YOUR OBJECTIVE
Lines in the entries below where the word "points" shows up should each be copied.
◆ ◆ ◆ ◆ ◆ ◆ ◆
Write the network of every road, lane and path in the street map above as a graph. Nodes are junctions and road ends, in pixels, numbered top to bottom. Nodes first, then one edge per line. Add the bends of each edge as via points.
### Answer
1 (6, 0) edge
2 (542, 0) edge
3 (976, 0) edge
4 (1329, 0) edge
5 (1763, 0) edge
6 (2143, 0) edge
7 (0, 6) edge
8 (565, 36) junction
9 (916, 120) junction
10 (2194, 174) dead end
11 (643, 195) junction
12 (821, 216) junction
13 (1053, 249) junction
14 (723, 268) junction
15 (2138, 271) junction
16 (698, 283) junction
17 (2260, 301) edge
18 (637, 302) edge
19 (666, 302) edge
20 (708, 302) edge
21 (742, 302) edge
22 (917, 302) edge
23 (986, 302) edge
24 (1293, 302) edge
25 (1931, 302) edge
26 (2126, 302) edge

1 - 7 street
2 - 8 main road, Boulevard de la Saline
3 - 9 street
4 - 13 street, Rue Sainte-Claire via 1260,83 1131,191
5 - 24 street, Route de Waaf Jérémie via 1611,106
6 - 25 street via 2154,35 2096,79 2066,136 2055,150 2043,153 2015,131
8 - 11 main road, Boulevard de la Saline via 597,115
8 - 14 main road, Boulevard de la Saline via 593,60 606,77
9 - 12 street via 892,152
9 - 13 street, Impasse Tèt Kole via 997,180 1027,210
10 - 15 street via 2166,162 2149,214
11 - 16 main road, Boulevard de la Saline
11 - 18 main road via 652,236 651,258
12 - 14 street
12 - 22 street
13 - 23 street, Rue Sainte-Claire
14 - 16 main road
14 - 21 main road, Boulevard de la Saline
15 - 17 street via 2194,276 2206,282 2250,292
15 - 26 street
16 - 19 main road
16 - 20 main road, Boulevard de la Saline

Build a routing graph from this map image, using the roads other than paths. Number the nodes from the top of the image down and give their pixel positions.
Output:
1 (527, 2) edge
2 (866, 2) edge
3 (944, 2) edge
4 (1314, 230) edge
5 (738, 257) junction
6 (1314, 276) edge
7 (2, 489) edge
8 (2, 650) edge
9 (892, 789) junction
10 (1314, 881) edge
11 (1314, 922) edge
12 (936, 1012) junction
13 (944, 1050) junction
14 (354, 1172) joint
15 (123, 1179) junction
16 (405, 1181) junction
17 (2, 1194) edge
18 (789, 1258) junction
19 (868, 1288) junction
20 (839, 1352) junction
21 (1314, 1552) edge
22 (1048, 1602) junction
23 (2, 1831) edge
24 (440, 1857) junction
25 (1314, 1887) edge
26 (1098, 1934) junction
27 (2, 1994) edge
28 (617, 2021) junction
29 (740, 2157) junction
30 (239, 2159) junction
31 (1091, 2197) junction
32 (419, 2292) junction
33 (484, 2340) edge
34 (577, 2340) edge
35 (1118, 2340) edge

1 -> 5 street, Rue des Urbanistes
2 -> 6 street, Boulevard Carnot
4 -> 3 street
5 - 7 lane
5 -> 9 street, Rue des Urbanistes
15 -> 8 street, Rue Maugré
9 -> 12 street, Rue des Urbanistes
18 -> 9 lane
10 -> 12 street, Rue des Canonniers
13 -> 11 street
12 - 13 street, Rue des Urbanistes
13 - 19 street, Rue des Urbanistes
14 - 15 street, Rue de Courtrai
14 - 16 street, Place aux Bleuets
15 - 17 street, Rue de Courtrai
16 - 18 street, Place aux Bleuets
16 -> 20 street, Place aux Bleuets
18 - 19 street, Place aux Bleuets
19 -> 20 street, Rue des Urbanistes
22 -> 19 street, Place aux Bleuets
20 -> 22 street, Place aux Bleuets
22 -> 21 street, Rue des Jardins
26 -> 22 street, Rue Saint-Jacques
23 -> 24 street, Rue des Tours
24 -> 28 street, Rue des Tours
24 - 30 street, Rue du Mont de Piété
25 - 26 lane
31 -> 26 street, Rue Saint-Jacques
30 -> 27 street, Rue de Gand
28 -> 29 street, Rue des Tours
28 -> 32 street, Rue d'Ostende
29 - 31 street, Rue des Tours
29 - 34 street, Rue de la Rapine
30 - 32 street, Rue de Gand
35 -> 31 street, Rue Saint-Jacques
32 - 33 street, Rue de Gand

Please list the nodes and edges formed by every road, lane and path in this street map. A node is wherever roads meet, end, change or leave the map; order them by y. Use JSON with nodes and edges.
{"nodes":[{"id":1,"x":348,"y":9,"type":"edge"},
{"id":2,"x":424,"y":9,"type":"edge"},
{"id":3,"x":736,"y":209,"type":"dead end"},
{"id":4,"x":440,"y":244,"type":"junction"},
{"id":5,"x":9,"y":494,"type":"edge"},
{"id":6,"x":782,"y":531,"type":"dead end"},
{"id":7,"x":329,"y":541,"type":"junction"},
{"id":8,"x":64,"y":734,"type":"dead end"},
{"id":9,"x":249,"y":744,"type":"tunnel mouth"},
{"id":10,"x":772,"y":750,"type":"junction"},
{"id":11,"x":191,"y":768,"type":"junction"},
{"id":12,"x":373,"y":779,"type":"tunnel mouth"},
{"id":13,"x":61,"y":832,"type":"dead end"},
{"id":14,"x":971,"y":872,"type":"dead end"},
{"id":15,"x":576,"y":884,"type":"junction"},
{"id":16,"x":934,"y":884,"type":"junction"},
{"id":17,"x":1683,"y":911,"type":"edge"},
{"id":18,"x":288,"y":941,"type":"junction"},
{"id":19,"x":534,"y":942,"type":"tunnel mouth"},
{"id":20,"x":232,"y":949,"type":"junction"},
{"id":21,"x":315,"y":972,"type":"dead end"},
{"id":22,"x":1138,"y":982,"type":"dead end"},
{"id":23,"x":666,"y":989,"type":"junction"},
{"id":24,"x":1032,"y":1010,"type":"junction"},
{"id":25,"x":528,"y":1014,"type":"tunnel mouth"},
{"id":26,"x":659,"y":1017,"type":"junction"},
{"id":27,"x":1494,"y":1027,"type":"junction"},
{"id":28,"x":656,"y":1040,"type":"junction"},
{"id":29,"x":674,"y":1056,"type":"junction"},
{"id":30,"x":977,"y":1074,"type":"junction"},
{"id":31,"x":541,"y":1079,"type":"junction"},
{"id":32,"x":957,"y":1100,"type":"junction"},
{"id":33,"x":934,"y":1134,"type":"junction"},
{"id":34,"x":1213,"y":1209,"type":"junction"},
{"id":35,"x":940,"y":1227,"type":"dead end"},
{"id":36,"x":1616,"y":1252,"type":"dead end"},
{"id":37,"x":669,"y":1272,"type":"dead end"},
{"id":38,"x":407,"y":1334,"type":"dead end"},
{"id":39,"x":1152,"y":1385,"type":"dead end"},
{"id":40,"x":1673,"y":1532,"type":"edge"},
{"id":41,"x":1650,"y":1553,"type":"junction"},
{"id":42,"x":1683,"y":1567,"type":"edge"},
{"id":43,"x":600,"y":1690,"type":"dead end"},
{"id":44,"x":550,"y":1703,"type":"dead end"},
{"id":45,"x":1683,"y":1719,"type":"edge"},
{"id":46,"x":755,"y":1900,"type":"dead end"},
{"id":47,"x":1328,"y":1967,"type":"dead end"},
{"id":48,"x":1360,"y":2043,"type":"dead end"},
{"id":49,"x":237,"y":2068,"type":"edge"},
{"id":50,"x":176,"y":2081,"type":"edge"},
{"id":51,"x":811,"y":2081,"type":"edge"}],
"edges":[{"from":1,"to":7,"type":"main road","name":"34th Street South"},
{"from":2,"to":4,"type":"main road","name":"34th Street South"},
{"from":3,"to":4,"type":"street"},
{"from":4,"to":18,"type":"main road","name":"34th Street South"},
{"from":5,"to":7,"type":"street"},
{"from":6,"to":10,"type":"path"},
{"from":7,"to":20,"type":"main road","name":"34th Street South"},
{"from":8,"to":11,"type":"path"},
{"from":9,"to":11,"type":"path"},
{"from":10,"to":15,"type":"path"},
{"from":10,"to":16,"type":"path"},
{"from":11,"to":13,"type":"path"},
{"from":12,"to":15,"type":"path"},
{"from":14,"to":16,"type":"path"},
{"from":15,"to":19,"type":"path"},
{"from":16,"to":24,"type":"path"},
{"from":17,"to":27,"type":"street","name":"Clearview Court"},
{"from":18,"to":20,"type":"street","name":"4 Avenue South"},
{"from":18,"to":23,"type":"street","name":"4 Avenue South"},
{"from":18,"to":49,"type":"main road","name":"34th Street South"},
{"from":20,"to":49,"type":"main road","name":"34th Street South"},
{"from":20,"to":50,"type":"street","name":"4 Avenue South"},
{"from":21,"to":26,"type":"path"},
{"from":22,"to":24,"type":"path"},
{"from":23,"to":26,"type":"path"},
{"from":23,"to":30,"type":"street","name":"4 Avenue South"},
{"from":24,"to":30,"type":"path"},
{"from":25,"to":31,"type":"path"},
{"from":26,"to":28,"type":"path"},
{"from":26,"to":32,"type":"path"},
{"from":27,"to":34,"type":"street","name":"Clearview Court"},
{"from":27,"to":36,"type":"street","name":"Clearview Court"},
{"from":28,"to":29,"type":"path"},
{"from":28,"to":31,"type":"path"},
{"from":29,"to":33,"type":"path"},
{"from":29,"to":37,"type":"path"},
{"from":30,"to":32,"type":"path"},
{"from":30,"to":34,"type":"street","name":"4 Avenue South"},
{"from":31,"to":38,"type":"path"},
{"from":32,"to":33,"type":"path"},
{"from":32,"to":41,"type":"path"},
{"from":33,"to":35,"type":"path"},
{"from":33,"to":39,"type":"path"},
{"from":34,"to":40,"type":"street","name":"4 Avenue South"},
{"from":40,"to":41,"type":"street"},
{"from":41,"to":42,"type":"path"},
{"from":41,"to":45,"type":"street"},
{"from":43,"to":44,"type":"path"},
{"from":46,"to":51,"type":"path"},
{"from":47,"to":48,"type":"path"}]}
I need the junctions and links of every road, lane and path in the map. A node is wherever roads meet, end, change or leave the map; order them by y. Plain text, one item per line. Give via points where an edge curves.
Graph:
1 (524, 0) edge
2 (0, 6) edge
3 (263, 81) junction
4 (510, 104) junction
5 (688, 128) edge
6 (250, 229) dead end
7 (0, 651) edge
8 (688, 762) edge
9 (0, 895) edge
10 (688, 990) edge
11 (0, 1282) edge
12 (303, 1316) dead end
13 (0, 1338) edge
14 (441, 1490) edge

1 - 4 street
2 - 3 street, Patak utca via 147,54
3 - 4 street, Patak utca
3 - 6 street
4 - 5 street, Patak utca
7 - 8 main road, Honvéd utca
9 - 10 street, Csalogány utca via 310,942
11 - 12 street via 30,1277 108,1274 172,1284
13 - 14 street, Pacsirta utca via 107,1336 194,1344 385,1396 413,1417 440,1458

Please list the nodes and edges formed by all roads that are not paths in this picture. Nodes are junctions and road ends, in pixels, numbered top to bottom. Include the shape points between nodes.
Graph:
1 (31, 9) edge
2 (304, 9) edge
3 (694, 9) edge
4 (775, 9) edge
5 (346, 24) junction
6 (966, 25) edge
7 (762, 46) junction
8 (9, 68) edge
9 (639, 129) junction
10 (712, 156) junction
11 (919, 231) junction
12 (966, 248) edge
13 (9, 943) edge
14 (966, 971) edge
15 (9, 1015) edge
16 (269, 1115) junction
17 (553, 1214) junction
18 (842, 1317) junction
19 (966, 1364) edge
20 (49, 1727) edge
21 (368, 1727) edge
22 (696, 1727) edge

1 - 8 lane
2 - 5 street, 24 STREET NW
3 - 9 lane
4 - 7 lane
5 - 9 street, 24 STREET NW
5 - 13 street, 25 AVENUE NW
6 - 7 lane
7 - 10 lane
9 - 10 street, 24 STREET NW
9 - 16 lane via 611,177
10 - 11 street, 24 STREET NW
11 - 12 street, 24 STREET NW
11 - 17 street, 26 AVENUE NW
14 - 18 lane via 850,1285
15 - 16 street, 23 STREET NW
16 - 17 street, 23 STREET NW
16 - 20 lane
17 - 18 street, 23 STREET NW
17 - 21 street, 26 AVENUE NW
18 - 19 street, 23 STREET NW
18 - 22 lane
◆ ◆ ◆ ◆ ◆ ◆ ◆
RESULT
Write the network of every road, lane and path in the street map above as a graph. Nodes are junctions and road ends, in pixels, numbered top to bottom. Nodes first, then one edge per line. Add the bends of each edge as via points.
I need the junctions and links of every road, lane and path in the map. A node is wherever roads meet, end, change or leave the map; order them by y. Plain text, one item per line. Give via points where an edge curves.
Please list the nodes and edges formed by all roads that are not paths in this picture. Nodes are junctions and road ends, in pixels, numbered top to bottom. Include the shape points between nodes.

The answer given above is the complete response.